Irrigation Maintenance and Tune Up Check List:
Look For Leaks
- With your system controller turned off; Turn off all watering and read your system water meter. On the water meter face is a red triangle. On some meters this may be a red “star”. If this moving clockwise you may have a water leak. Shut the meter off asap and call us to set up a service visit. You may either have a leak in the PVC mainline piping or a zone control valve that is weeping and not shutting down fully.
- If your system is served by a Well, have us check your system. We have the skills and methods to determine water leaks and usages.
- Operate each zone and check for leaks. Leaks can sometimes occur only while the sprinklers are in operation, on the lateral line piping. Either due to a crack in the PVC piping or at a sprinkler connection joint. You will usually notice water bubbling up from the ground, and puddling, Sometimes not near or related to a sprinkler head. If this occurs, Turn the zone minutes down to zero on the controller to effectively skip over this zone until it is repaired.
- Make sure the clock is set for the proper day of the week and time of day is correct.
- Make a list of all the stations and where they water. Include type of plant being watered and type of
heads. Place list in the controller for future reference.
- Some older controllers have a battery backup for the clock, such as a 9 volt. Replace it at the beginning of each watering season. Newer controllers, including some Rainbird or Hunter models have internal non-volatile memory and do not need battery replacement, They also have a internal rechargeable battery for holding the clock during a power outage. You can check this by unplugging your controller from the wall- Wait a minute then power back up and recheck to see if the clock holds.
- Repair or replace broken or worn rotor heads, spray heads, and drip emmitors.
- Make sure all heads pop-up all of the way and fully retract when the water is turned off. If they do not pop down, They will soon be clipped by mowing equipment.
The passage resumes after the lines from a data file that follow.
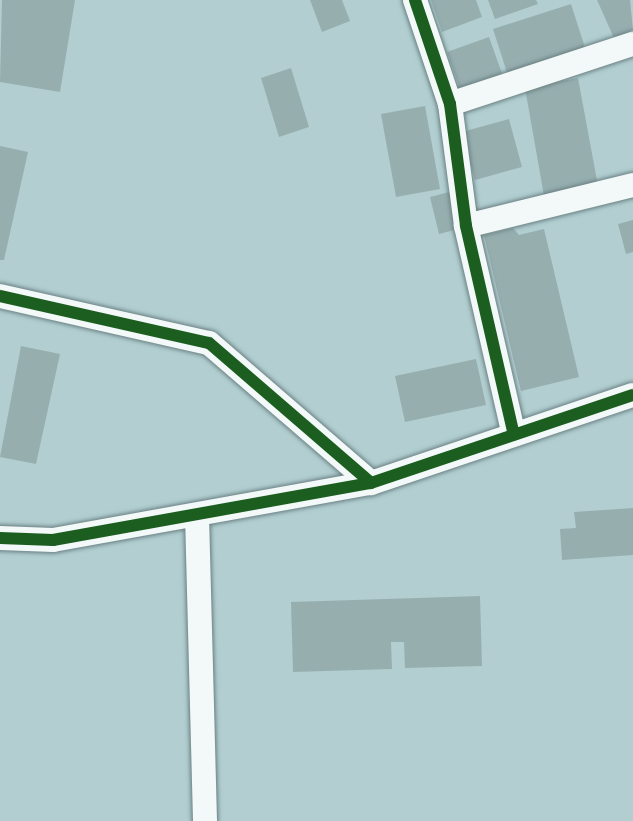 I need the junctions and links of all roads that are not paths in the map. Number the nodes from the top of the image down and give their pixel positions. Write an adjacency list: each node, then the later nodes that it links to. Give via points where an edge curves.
1 (415, 0): 3 (street)
2 (633, 44): 3 (street)
3 (450, 104): 5 (street)
4 (633, 185): 5 (street)
5 (466, 226): 8 (street)
6 (0, 296): 9 (street, via 209,343)
7 (633, 395): 8 (street)
8 (514, 435): 9 (street)
9 (371, 483): 10 (street)
10 (197, 515): 11 (street, via 53,540); 12 (street)
11 (0, 538)
12 (205, 821) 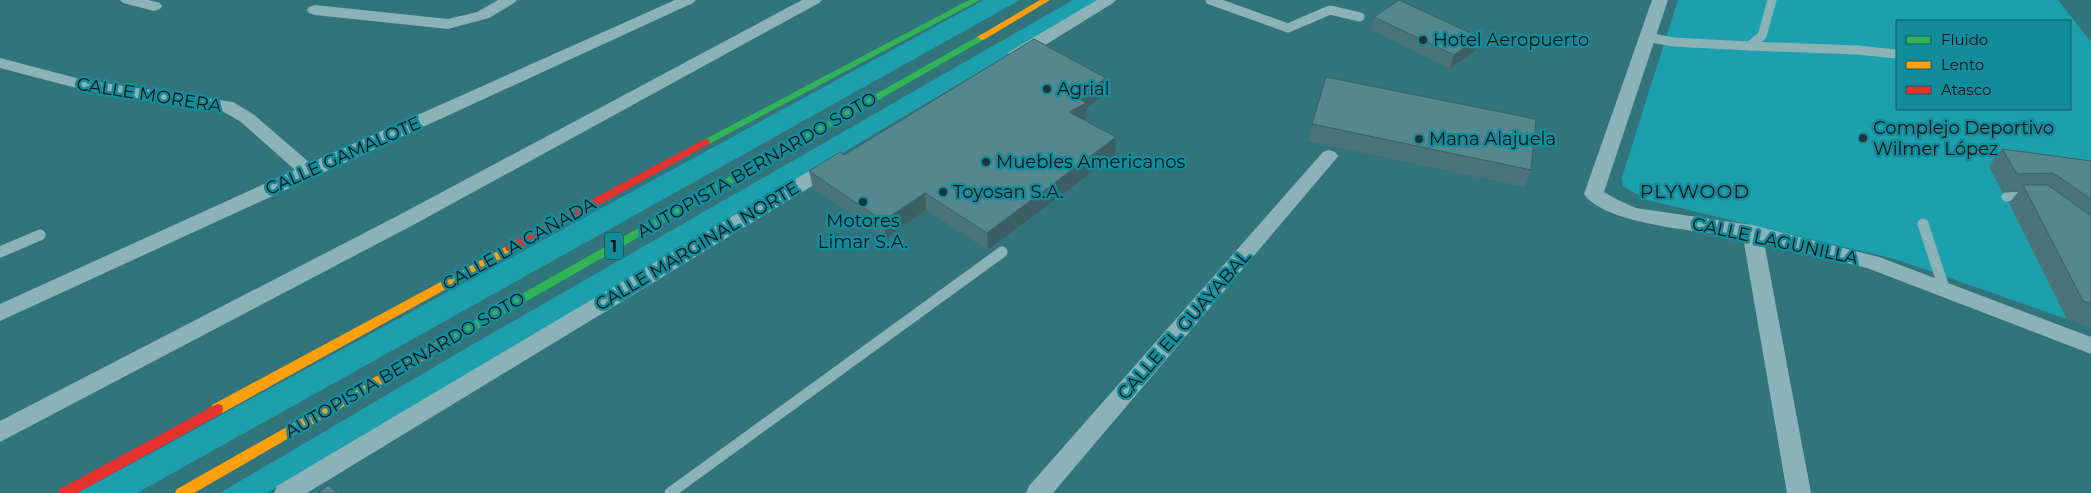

- Check for sprinklers blocked by grass, plants or other obstacles. If the spray is blocked, remove the obstacle or move the sprinkler head. Sprinkler heads can be raised if they are too low or have settled.
- Make sure sprinklers are vertical and flush with soil grade. Soil should be tightly compacted around the sprinkler. Crooked sprinklers cannot effectively water a lawn.
- Check for proper pressure. Water will stream out of the sprinkler instead of forming a spray if the pressure is too low or mist excessively if it is too high.
- Clean or replace clogged nozzles. If a system has set up unused for a long period of time, (Years) It is normal for the need to unclog or replace nozzles.
- Make sure all heads direct water to landscape and not to impervious surfaces such as concrete.
- Water at night, preferably between midnight but no later than 7 AM.
- Determine the maximum run time for each zone before run off starts. This often occurs after about 5-10
minutes for clay soils or after 18 minutes for loamy sand soils. Decrease these times for slopes. If
runoff is a problem, irrigate more often for shorter periods, waiting at least an hour between watering.
Inspect Your Rain / Freeze Sensor
- Make sure the sensor is properly installed, set at one-fourth of an inch or less and not sheltered by walls, shrubs or trees. If your controller has a sensor switch, Make sure it is always set to “Active” mode, Not Bypass.
- The picture below represents a improperly connected rain sensor wire. The yellow “loop” jumper wire was left by the previous installer and thus made the rain sensor useless. If you are uncertain if the wiring is correct, Please give us a call.
Winterizing Your System
- It is very important to have your system properly drained each winter. For the majority of systems, The water source needs to be shut off and the backflow preventer device needs to be drained. Please contact us for further information regarding winterizing your system. This service needs to be done in November.
Always FLAG Sprinklers Before You Aerate!! Aerators are the #1 Cause of sprinkler damage!